Tips for Growing Brassicas

If you live in a temperate area, consider growing brassicas. Brassicas include garden staples like broccoli, cauliflower, cabbage, Brussels sprouts, collard greens, turnips, kale and kohlrabi.



Brussels Sprouts in the garden

Brassicas do best in moist, well-drained soils with full sun. They tend to be susceptible to diseases and pests, so maintaining proper moisture levels is essential. It also helps to cover your plants with row covers to keep pests in check. And, remember to space them properly to keep air flowing between the plants.


Since they’re cool-weather crops, they tend to bold during heat waves. For broccoli, I’ve had luck pulling flowering buds and giving them to the chickens.


Harvest when you want; however, keep an eye on pests and bolting plants.

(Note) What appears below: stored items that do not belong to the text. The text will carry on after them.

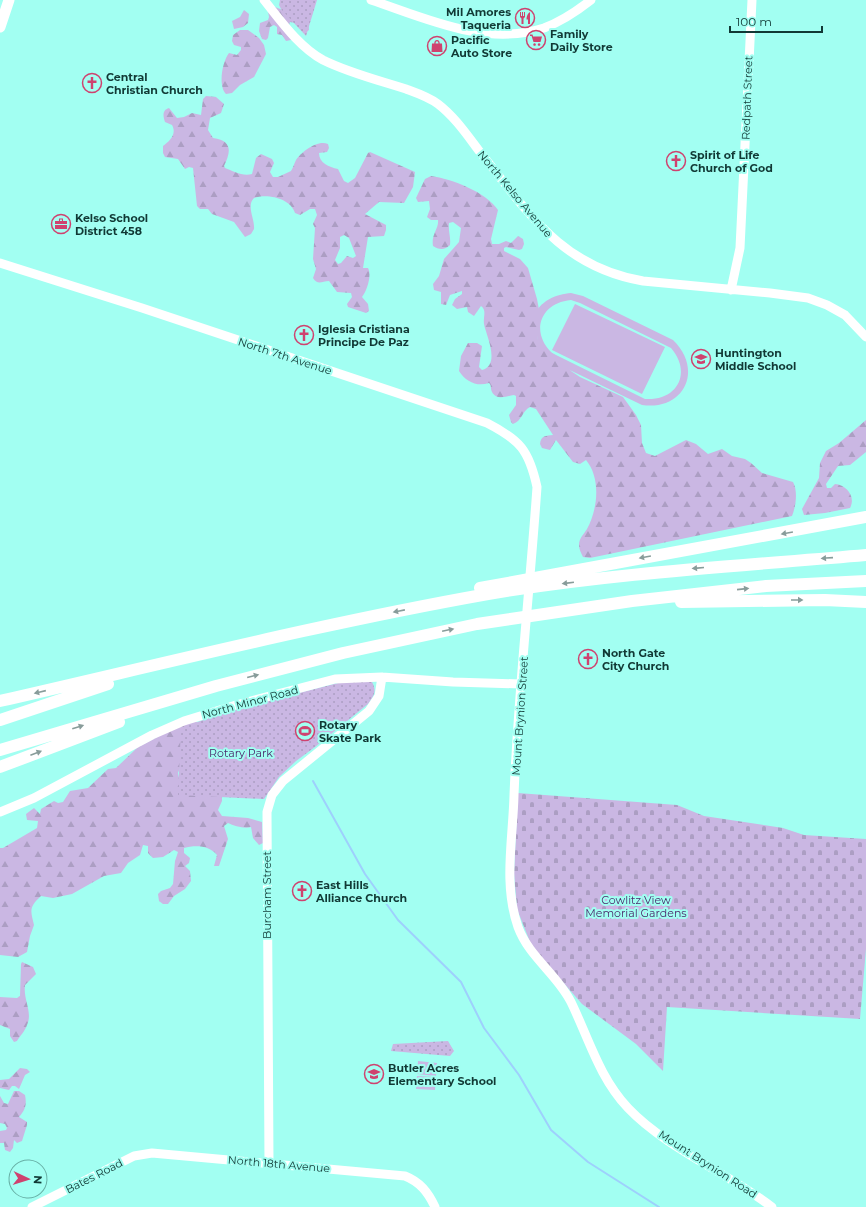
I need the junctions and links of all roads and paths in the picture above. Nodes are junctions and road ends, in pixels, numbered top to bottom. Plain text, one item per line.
1 (9, 0) edge
2 (265, 0) edge
3 (371, 0) edge
4 (591, 0) edge
5 (752, 0) edge
6 (0, 27) edge
7 (0, 263) edge
8 (730, 290) junction
9 (866, 337) edge
10 (538, 487) joint
11 (866, 517) edge
12 (866, 555) edge
13 (866, 581) edge
14 (632, 601) junction
15 (866, 602) edge
16 (426, 606) junction
17 (174, 662) junction
18 (382, 677) junction
19 (521, 684) junction
20 (216, 686) junction
21 (0, 701) edge
22 (0, 720) edge
23 (0, 750) edge
24 (0, 767) edge
25 (0, 812) edge
26 (526, 942) joint
27 (134, 1156) joint
28 (269, 1163) junction
29 (32, 1207) edge
30 (435, 1207) edge
31 (772, 1207) edge

1 - 6 main road
2 - 8 street, North Kelso Avenue
3 - 4 street
5 - 8 street, Redpath Street
7 - 10 street, North 7th Avenue
8 - 9 street, North Kelso Avenue
10 - 19 street, Mount Brynion Street
11 -> 16 highway
12 -> 16 highway
14 -> 13 highway
14 -> 15 highway
20 -> 14 highway
16 -> 17 highway
17 -> 21 highway
17 - 22 highway
18 - 19 street, North Minor Road
18 - 25 street, North Minor Road
18 - 28 street, Burcham Street
19 - 26 street, Mount Brynion Street
23 -> 20 highway
24 -> 20 highway
26 - 31 street, Mount Brynion Road
27 - 28 street, North 18th Avenue
27 - 29 street, Bates Road
28 - 30 street, North 18th Avenue

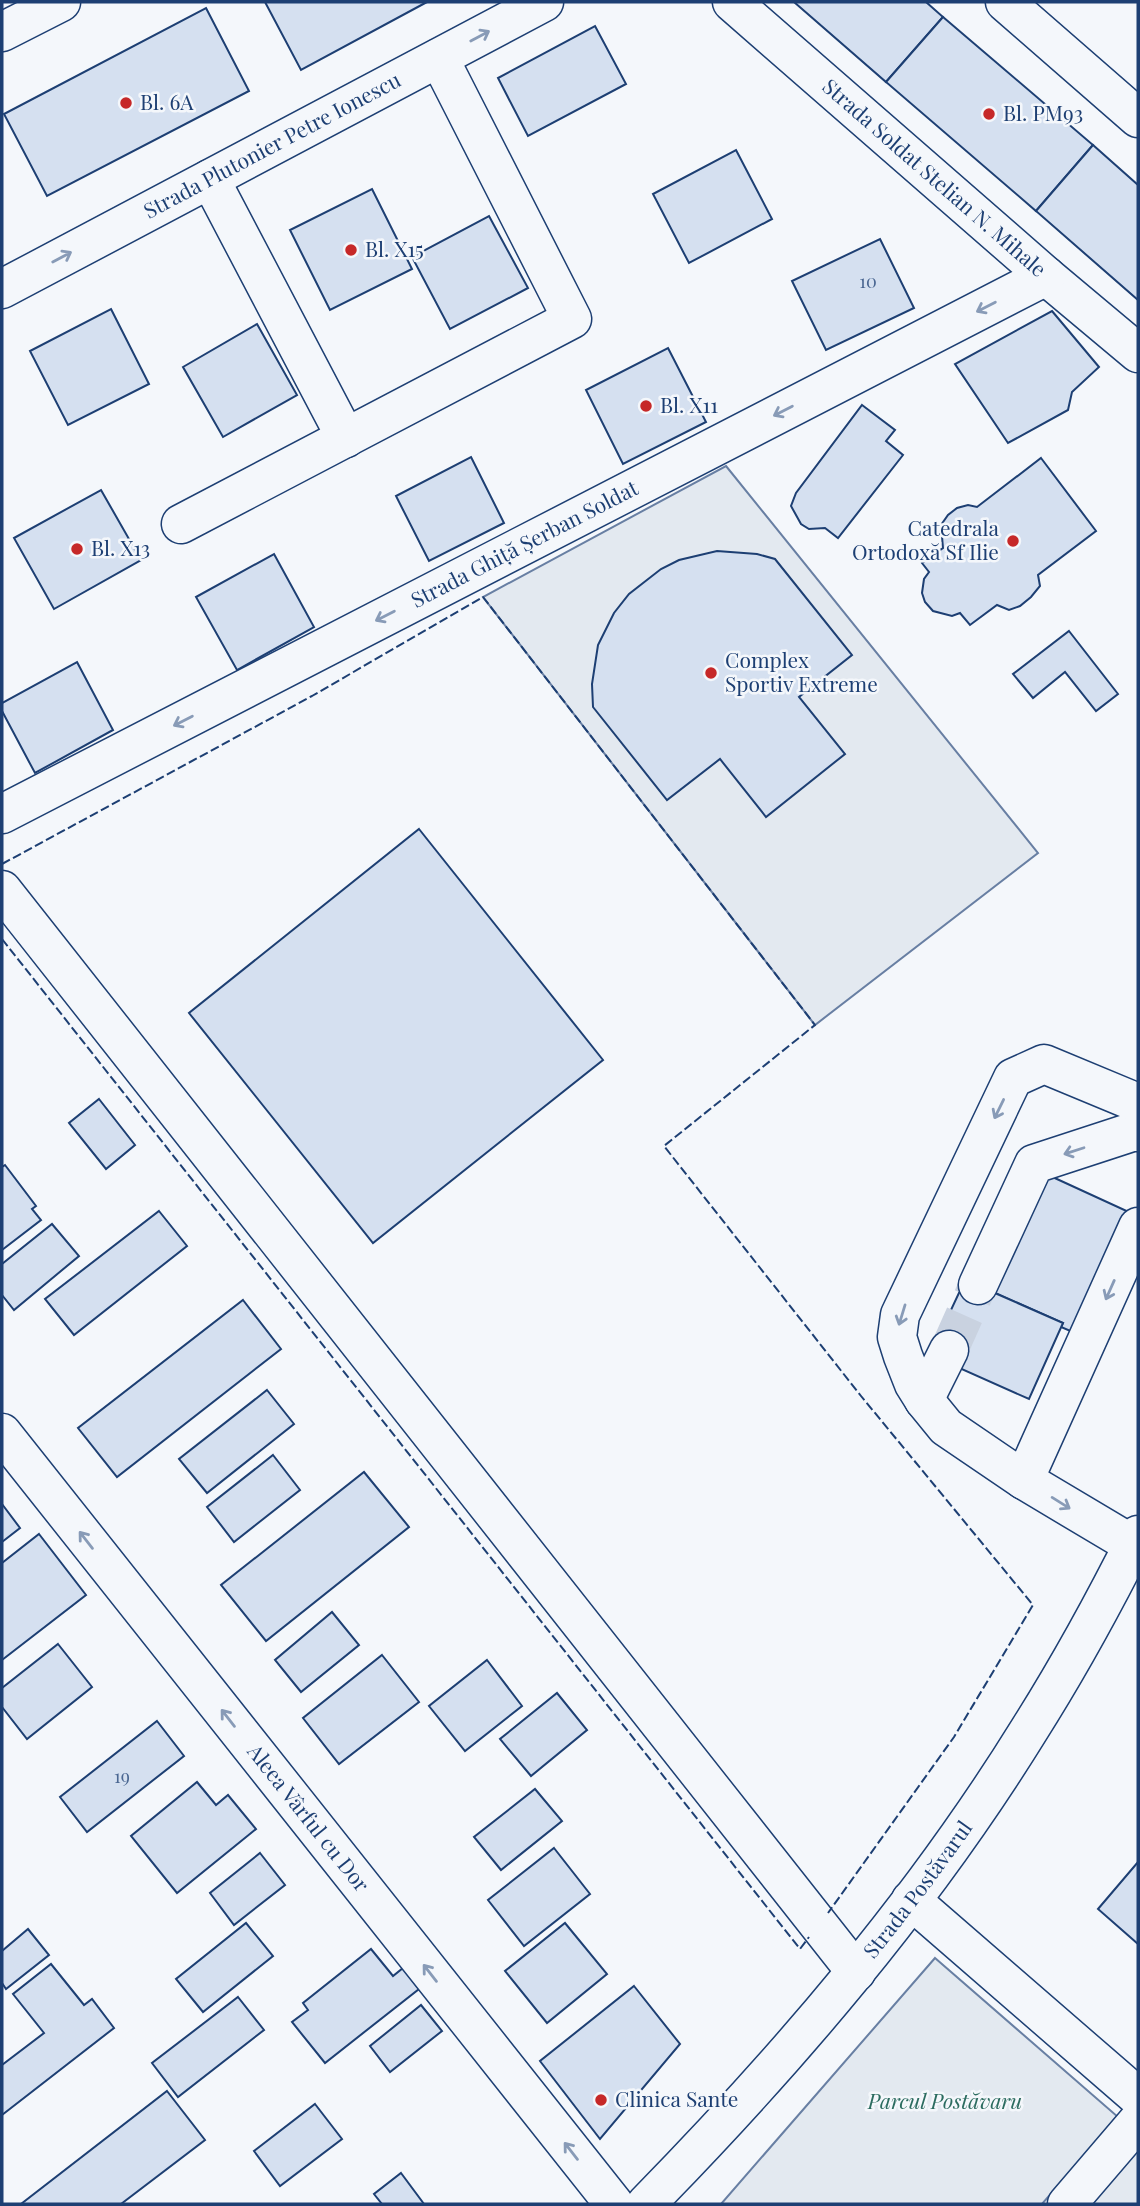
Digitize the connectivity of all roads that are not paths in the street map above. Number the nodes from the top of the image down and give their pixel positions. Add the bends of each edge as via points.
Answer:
1 (61, 2) edge
2 (544, 2) edge
3 (732, 2) edge
4 (1004, 2) edge
5 (2, 32) edge
6 (439, 58) junction
7 (1138, 111) edge
8 (210, 179) junction
9 (1046, 276) junction
10 (2, 289) edge
11 (1138, 353) edge
12 (346, 438) junction
13 (181, 524) dead end
14 (2, 814) edge
15 (2, 890) edge
16 (1138, 1103) edge
17 (1138, 1132) edge
18 (1138, 1227) edge
19 (978, 1285) tunnel mouth
20 (949, 1350) tunnel mouth
21 (924, 1400) junction
22 (2, 1433) edge
23 (1024, 1480) junction
24 (1136, 1540) edge
25 (911, 1900) junction
26 (856, 1972) junction
27 (1138, 2097) edge
28 (1138, 2121) edge
29 (614, 2204) edge
30 (646, 2204) edge
31 (1067, 2204) edge

1 - 5 street
6 -> 2 street, Strada Plutonier Petre Ionescu
3 - 9 street, Strada Soldat Stelian N. Mihale
4 - 7 street
6 - 8 street, Strada Plutonier Petre Ionescu
6 - 12 street via 572,319
10 -> 8 street, Strada Plutonier Petre Ionescu
8 - 12 street
9 - 11 street, Strada Soldat Stelian N. Mihale
9 -> 14 street, Strada Ghiță Șerban Soldat
12 - 13 street
15 - 26 street
16 -> 21 street via 1044,1064 1013,1078 900,1315 897,1337
17 -> 19 street via 1034,1164
18 -> 23 street
20 - 21 street
21 - 23 street via 946,1427
29 -> 22 street, Aleea Vârful cu Dor
23 -> 24 street
24 - 25 street, Strada Postăvarul via 1030,1730
25 - 26 street, Strada Postăvarul
25 - 27 street
26 - 30 street, Strada Postăvarul
28 - 31 street

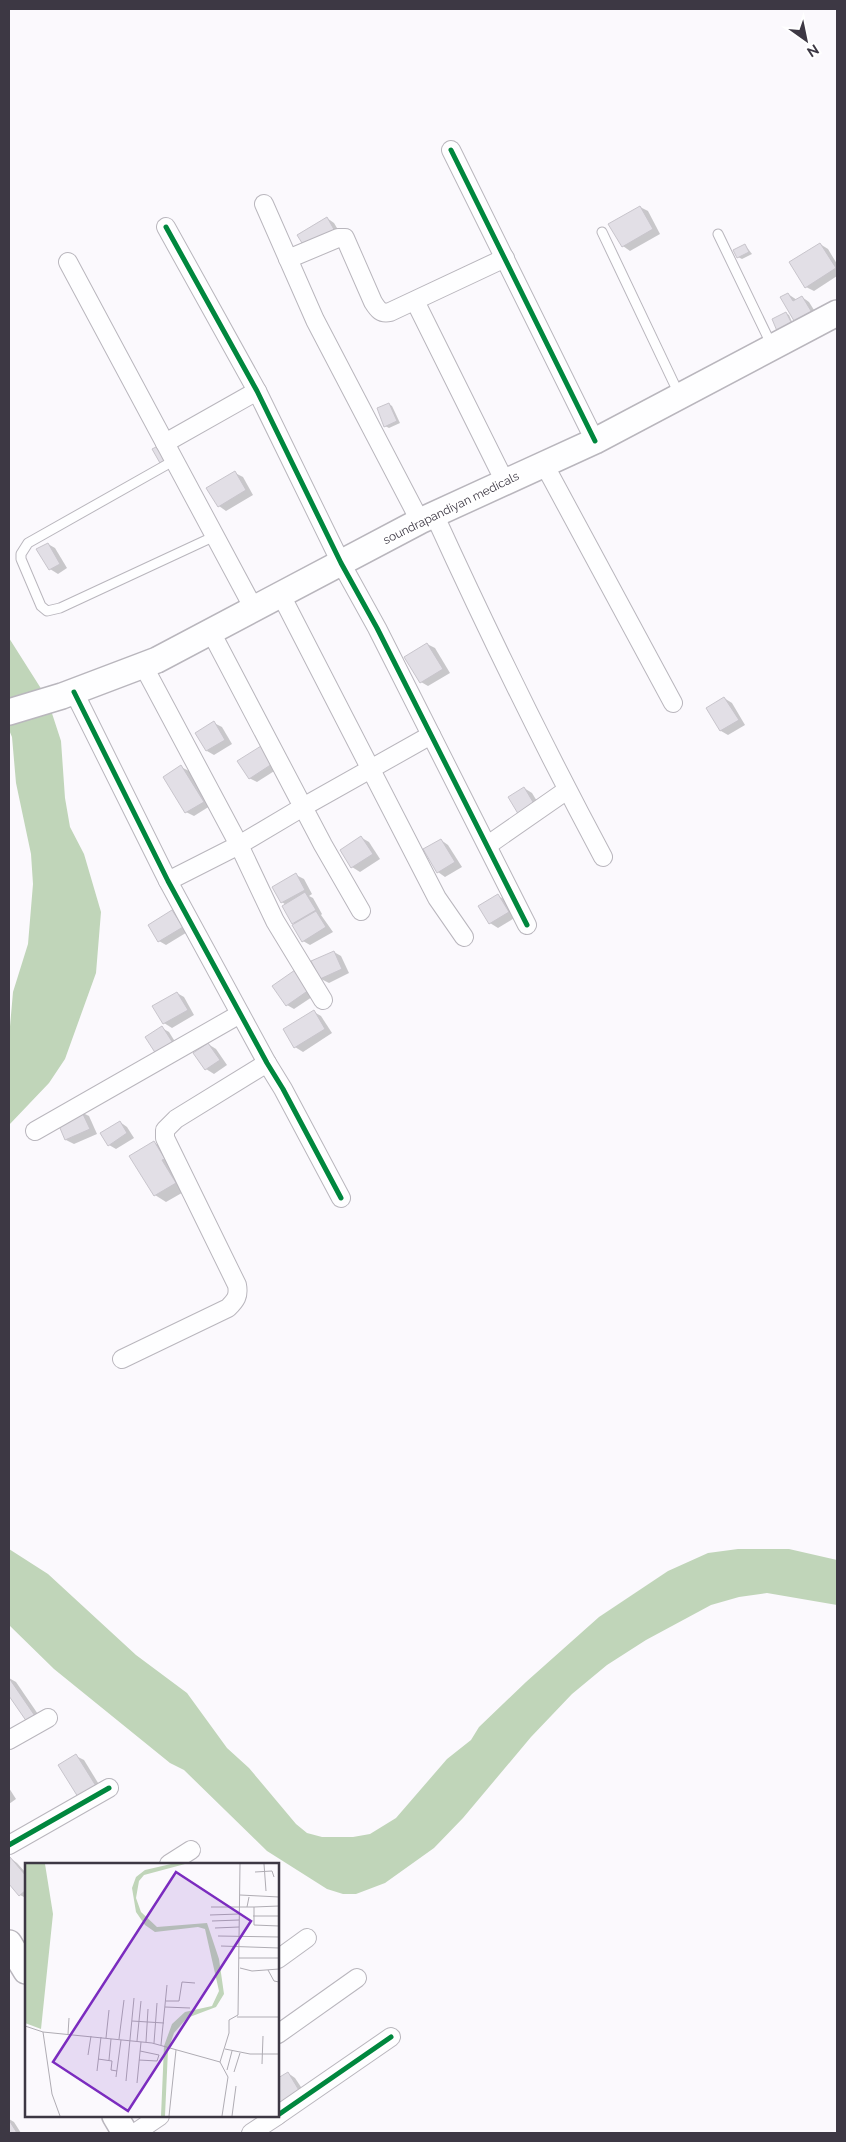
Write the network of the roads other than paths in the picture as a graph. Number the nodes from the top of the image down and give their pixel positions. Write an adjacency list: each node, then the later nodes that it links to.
1 (452, 150): 6 (street)
2 (264, 204): 7 (street)
3 (166, 227): 12 (street)
4 (602, 232): 13 (lane)
5 (718, 234): 11 (lane)
6 (505, 258): 9 (street); 14 (street)
7 (288, 259): 9 (street); 19 (street)
8 (68, 262): 15 (street)
9 (415, 300): 18 (street)
10 (837, 313): 11 (main road, soundrapandiyan medicals)
11 (772, 347): 13 (main road, soundrapandiyan medicals)
12 (256, 391): 15 (street); 21 (street)
13 (680, 396): 14 (main road, soundrapandiyan medicals)
14 (595, 440): 17 (main road, soundrapandiyan medicals)
15 (165, 442): 16 (street)
16 (174, 460): 20 (street); 20 (lane)
17 (544, 464): 18 (main road, soundrapandiyan medicals); 27 (street)
18 (505, 482): 19 (main road, soundrapandiyan medicals)
19 (427, 518): 21 (main road, soundrapandiyan medicals); 31 (street)
20 (216, 536): 23 (street)
21 (341, 563): 22 (main road, soundrapandiyan medicals); 29 (street)
22 (281, 595): 23 (main road, soundrapandiyan medicals); 30 (street)
23 (254, 609): 24 (main road, soundrapandiyan medicals)
24 (211, 632): 25 (main road, soundrapandiyan medicals); 32 (street)
25 (143, 665): 26 (main road, soundrapandiyan medicals); 33 (street)
26 (68, 694): 28 (main road, soundrapandiyan medicals); 36 (street)
27 (673, 703)
28 (9, 712)
29 (431, 735): 30 (street); 34 (street)
30 (370, 769): 32 (street); 39 (street)
31 (567, 790): 34 (street); 35 (street)
32 (303, 807): 33 (street); 37 (street)
33 (239, 845): 36 (street); 40 (street)
34 (488, 845): 38 (street)
35 (603, 857)
36 (168, 880): 41 (street)
37 (361, 911)
38 (528, 924)
39 (464, 937)
40 (323, 1000)
41 (240, 1014): 42 (street); 43 (street)
42 (267, 1063): 44 (street); 45 (street)
43 (35, 1131)
44 (341, 1198)
45 (122, 1359)
46 (48, 1718): 47 (street)
47 (9, 1740)
48 (109, 1788): 49 (street)
49 (9, 1845)
50 (191, 1850): 51 (street)
51 (171, 1863)
52 (307, 1938): 54 (street)
53 (9, 1943): 55 (main road)
54 (279, 1958)
55 (21, 1967)
56 (357, 1978): 57 (street)
57 (279, 2033)
58 (391, 2037): 59 (street)
59 (279, 2114)
60 (116, 2117): 63 (main road)
61 (159, 2117): 64 (street)
62 (274, 2117): 65 (street)
63 (125, 2133)
64 (135, 2133)
65 (251, 2133)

Be sure to rotate your crops. Don’t plant a brassica where you planted one last year, so don’t plant broccoli where you had cabbage, or Brussels sprouts where you had cauliflower. Planting them in the same spot year after year will make them more susceptible to disease.



If you want more garden tips, be sure to sign up for my gardening class on Skillshare.


Grow Broccoli

In an effort to rely less on the produce section and more on my garden, I tried growing broccoli this year. I tried growing it from seed, but it didn’t work out for me so I bought starts from the local nursery and, boy, did they deliver. I’ve been harvesting florets from the 12 plants I purchased all summer.


Broccoli from the garden tastes different. I know, I know—that’s what everyone says. It’s true though. It’s a bit sharper than store-bought broccoli, and that’s not a bad thing. When I steam it, it’s more fragrant than store-bought broccoli. It’s nice to be able to really taste and smell the vegetables before I eat them.

Since broccoli is a cool-season crop, I can grow it all year in my temperate climate. Woohoo, broccoli for days.